While Volkswagen has settled civil penalties in the U.S. related to rigged 2.0-liter diesel cars and is recalling those vehicles in Europe, issues related to larger 3.0-liter motors remain unresolved, even if a judge last week said substantial progress in talks have been made. The discussions relate to about 80,000 cars with diesel engines developed by Audi. By secretly adjusting how cars performed under test conditions versus on the road, Volkswagen was able to market diesel engines’ efficiency while not sacrificing driving performance.

Poetsch was CFO of Volkswagen from 2003 to 2015 and also sits on the supervisory boards of the company’s Porsche and Audi units. The market-manipulation investigation by Braunschweig prosecutors is also targeting Winterkorn and VW brand chief Herbert Diess over how they disclosed the scandal to investors.

A spokeswoman for the state government of Lower Saxony, where the company is based, said it won’t take a position on the latest investigation as it is a matter for the prosecutor and courts to handle.

The Porsche and Piech families, which control 52% of VW’s voting stock, backed the chairman. Wolfgang Porsche, the billionaire clan’s top representative on VW’s supervisory board, said in an e-mailed statement that “the Porsche and Piech families absolutely stand behind Mr. Poetsch.” The families continue to share VW’s view that the company has complied with disclosure rules, he said.

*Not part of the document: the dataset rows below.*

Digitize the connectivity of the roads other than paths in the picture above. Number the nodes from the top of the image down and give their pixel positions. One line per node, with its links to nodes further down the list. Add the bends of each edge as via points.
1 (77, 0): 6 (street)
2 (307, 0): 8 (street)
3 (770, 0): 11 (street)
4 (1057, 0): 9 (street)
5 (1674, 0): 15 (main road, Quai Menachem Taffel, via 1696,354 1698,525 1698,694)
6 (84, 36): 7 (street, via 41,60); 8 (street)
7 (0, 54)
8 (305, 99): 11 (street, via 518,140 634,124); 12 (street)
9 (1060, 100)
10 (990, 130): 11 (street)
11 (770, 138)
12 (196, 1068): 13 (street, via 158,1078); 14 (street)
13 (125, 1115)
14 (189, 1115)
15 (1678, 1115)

The state of Lower Saxony is the automaker’s second-largest shareholder with a 20% stake, followed by Qatar with 17%. VW’s preferred stock, its most widely traded, doesn’t carry voting rights.

California Eyes Audis

Volkswagen is also running into more potential trouble in the U.S. environmental authorities in California discovered certain Audi gasoline and diesel models with automatic transmissions that included software that would burn less fuel and emit less carbon-dioxide when on the test stand than while driven on the roads, according to Germany’s Bild am Sonntag newspaper. The findings made over the summer apply to cars including the Audi A6 and A8 and its Q5 SUV, the newspaper said. Audi had stopped installing the defeat devices in new vehicles by that time, Bild said.

Environmental authorities discovered that when the steering wheel of those vehicles was turned more than 15 degrees, as if backing out of a parking space, the emissions-limiting software disengaged, Bild reported. An Audi spokesman declined to comment on the Bild report, citing ongoing negotiations with authorities.